Não deixa, por isso mesmo, de ser desejável que tomemos consciência da dualidade da nossa natureza – animais por um lado, racionais pelo outro – e saibamos tirar o melhor partido de ambas as facetas dela. Pois que se, por um lado, o “instinto animal” nos pode salvar de muitas situações perigosas, por outro só uma mente racional nos pode levar até à plenitude da nossa humanidade.

Tolerar a intolerância sob o argumento de que “é natural” só é aceitável para quem esteja disposto a abdicar de tudo quanto desenvolvemos enquanto seres racionais. Aceitar que somos todos diferentes, e que nada de mal tem forçosamente que advir daí, é uma atitude tão mais importante quanto mais populado está o nosso mundo, e quanto mais globalizado e culturalmente miscigenado este se vai inexoravelmente tornando.

Li há anos um livro de Robert Heinlein (já não me recordo de qual…) de que retive uma frase:

“Um homem sábio não pode ser insultado, pois a verdade não insulta, e a mentira não merece atenção.”

Copiei essa frase cuidadosamente para um papelinho que guardei cuidadosamente espetado num painel de cortiça no meu escritório durante anos.
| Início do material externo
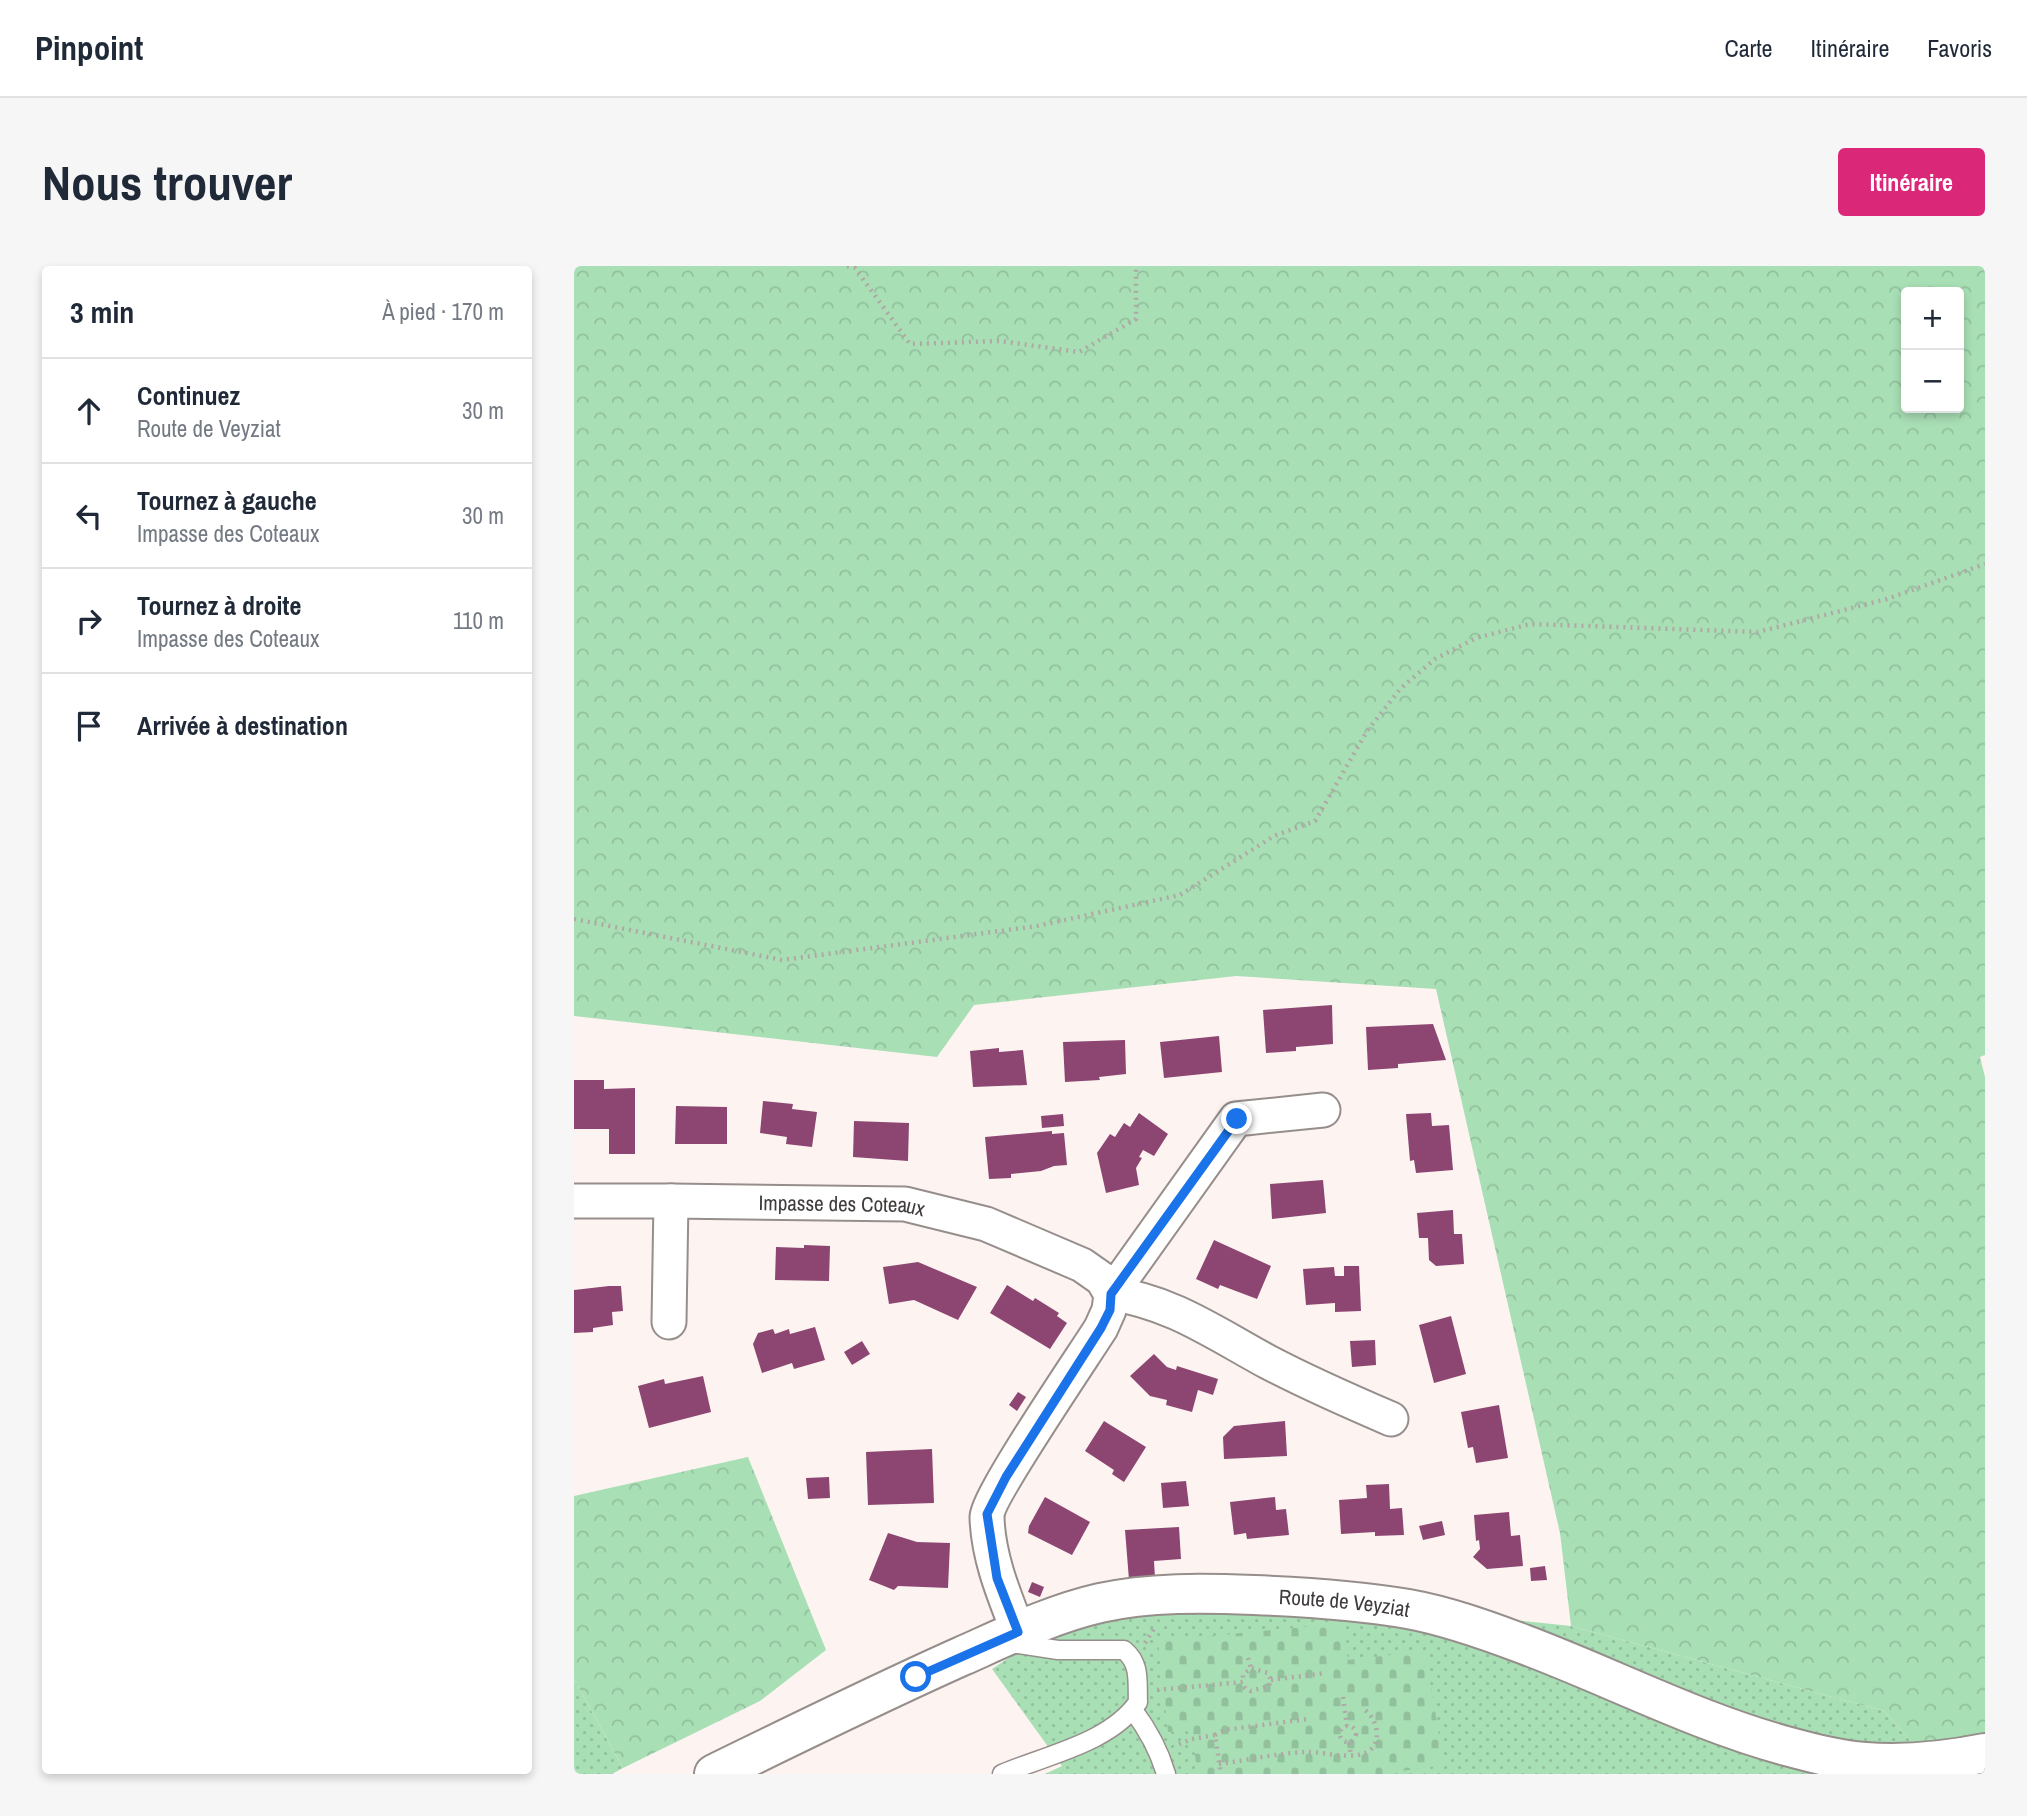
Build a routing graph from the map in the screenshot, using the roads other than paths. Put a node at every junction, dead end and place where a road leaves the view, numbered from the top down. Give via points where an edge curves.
1 (1323, 1111) dead end
2 (574, 1201) edge
3 (671, 1201) junction
4 (1111, 1294) junction
5 (669, 1321) dead end
6 (1391, 1419) dead end
7 (1007, 1636) junction
8 (1133, 1710) junction
9 (1985, 1753) edge
10 (714, 1774) edge
11 (1002, 1774) edge
12 (1166, 1774) edge

1 - 4 street via 1237,1119
2 - 3 street, Impasse des Coteaux
3 - 4 street, Impasse des Coteaux via 905,1204 986,1224 1082,1265 1102,1279
3 - 5 street
4 - 6 street via 1163,1306 1313,1385
4 - 7 street via 1110,1310 1101,1328 987,1514
7 - 8 lane via 1058,1650 1124,1650 1137,1665 1138,1702
7 - 9 street, Route de Veyziat via 1064,1613 1155,1595 1316,1598 1409,1610 1463,1623 1717,1725 1816,1754 1895,1764
7 - 10 street, Route de Veyziat
8 - 11 lane via 1100,1736
8 - 12 lane via 1158,1750

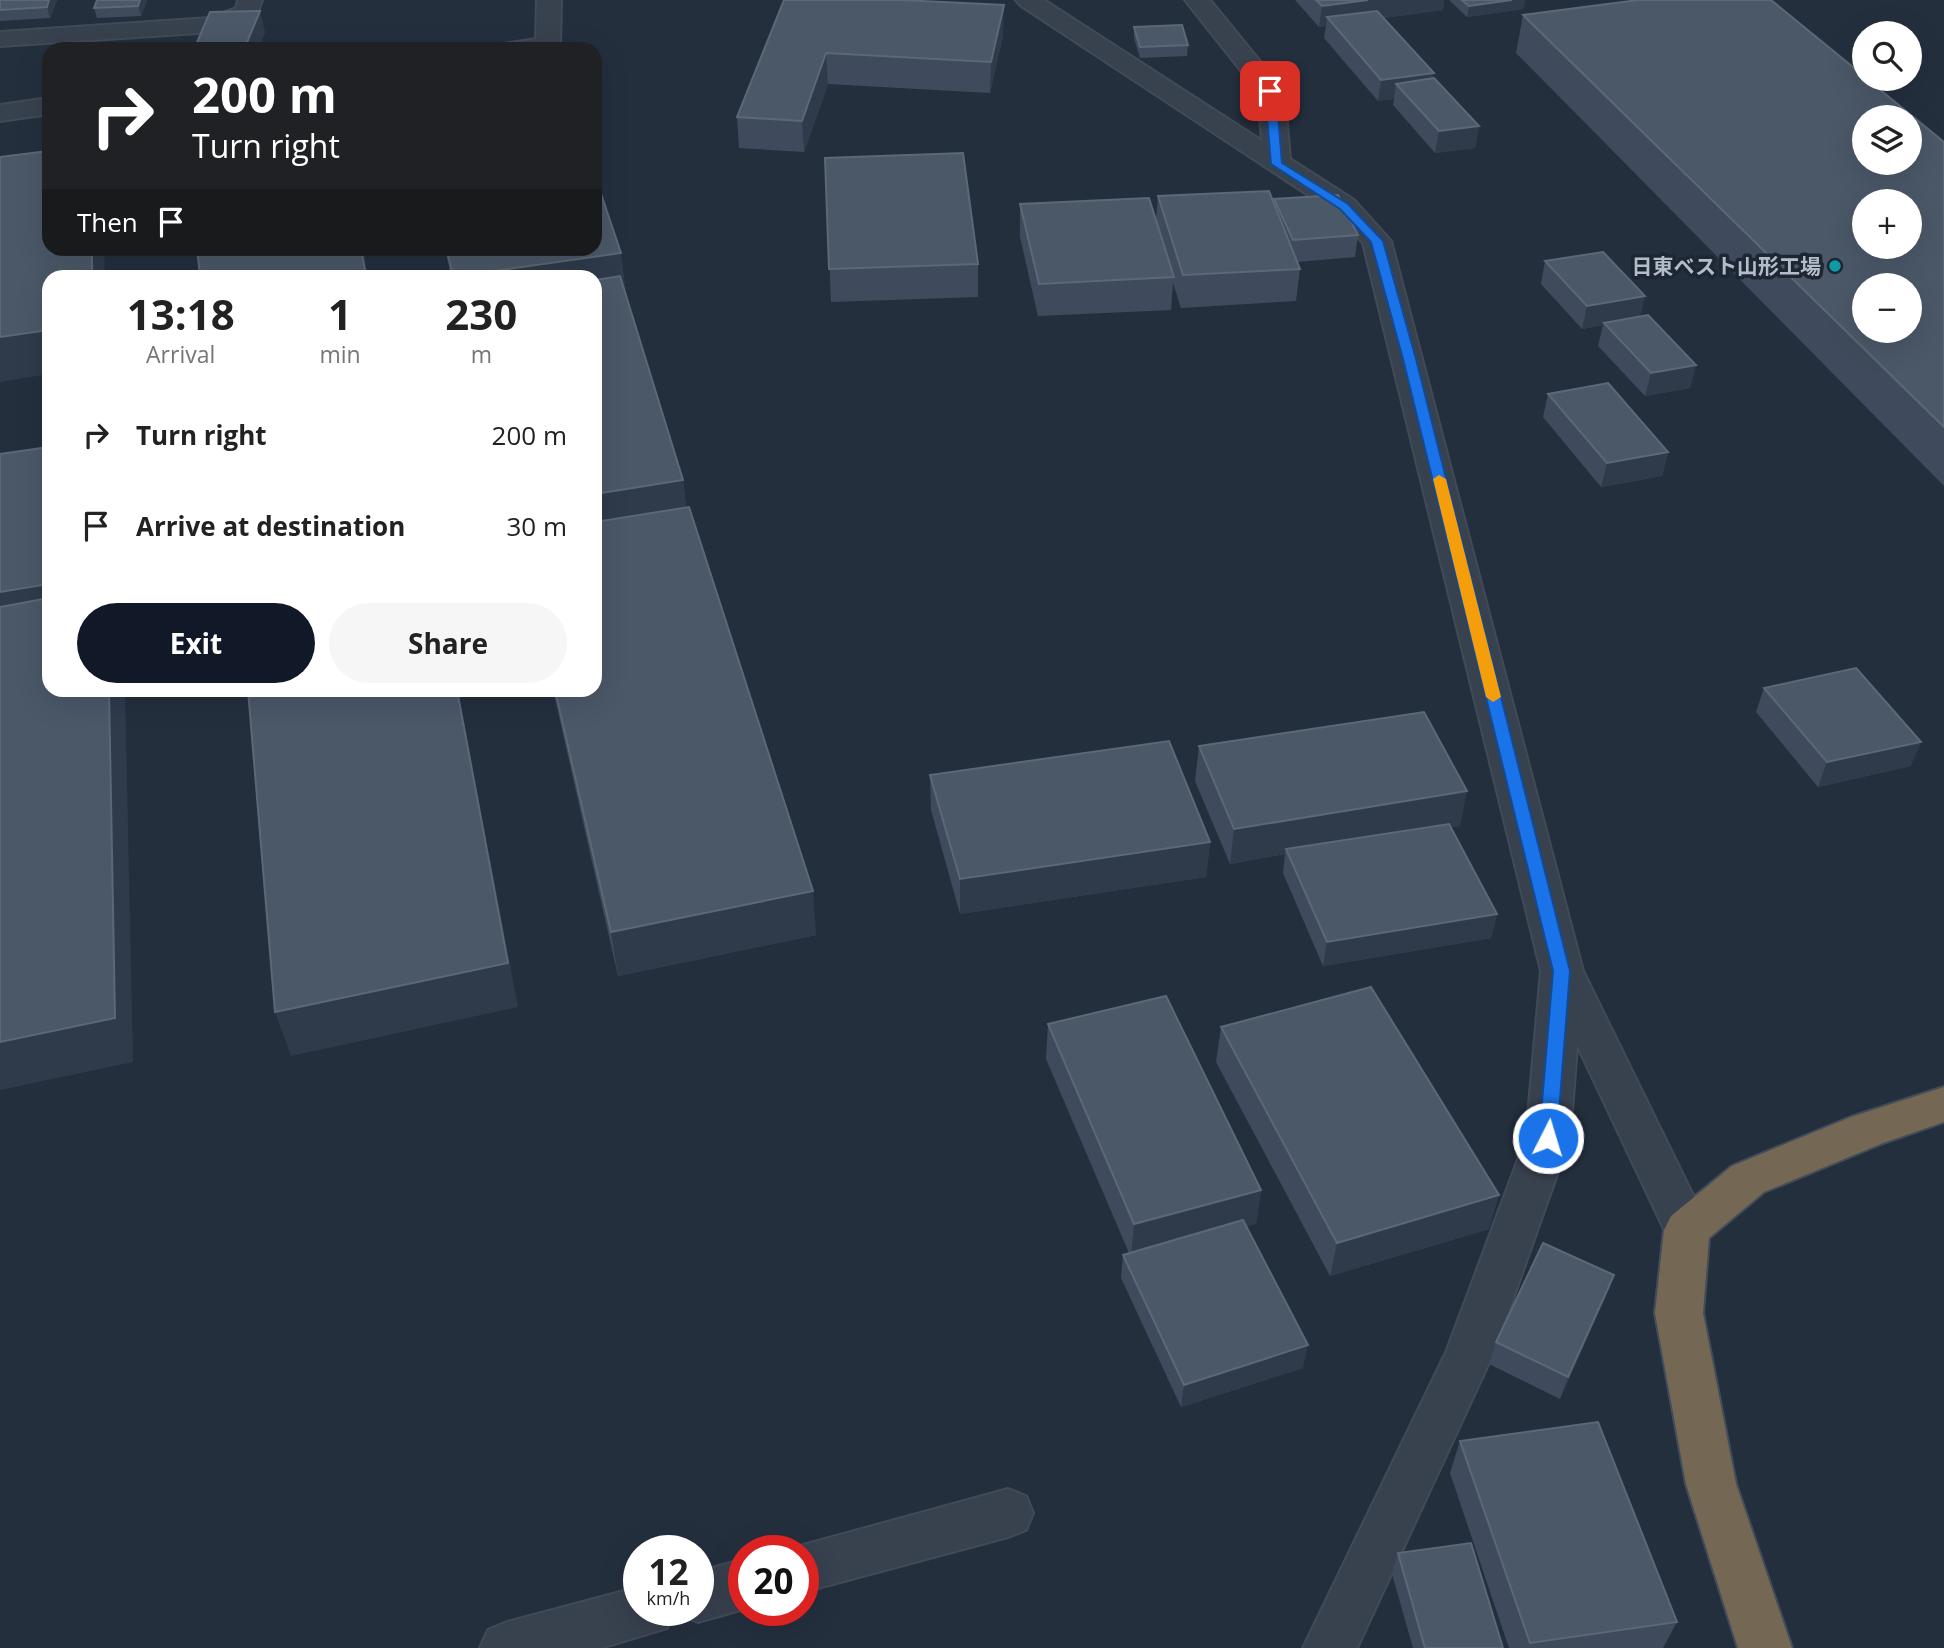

Curiosamente, o presidente Obama disse certa vez uma coisa parecida: que a cultura ocidental reconhece o direito à liberdade de expressão, mas não reconhece o direito a não ser insultado. Nas nossas sociedades – nos chamados “Estados de Direito” – a lei estabelece uma linha mínima de homogeneidade: todos são iguais perante esta, todos devem cumpri-la, e ninguém deve ser forçado a fazer o que esta não preveja. A lei constitui, assim, como que as “regras da casa” de uma sociedade, estipulando o que é e não é aceitável.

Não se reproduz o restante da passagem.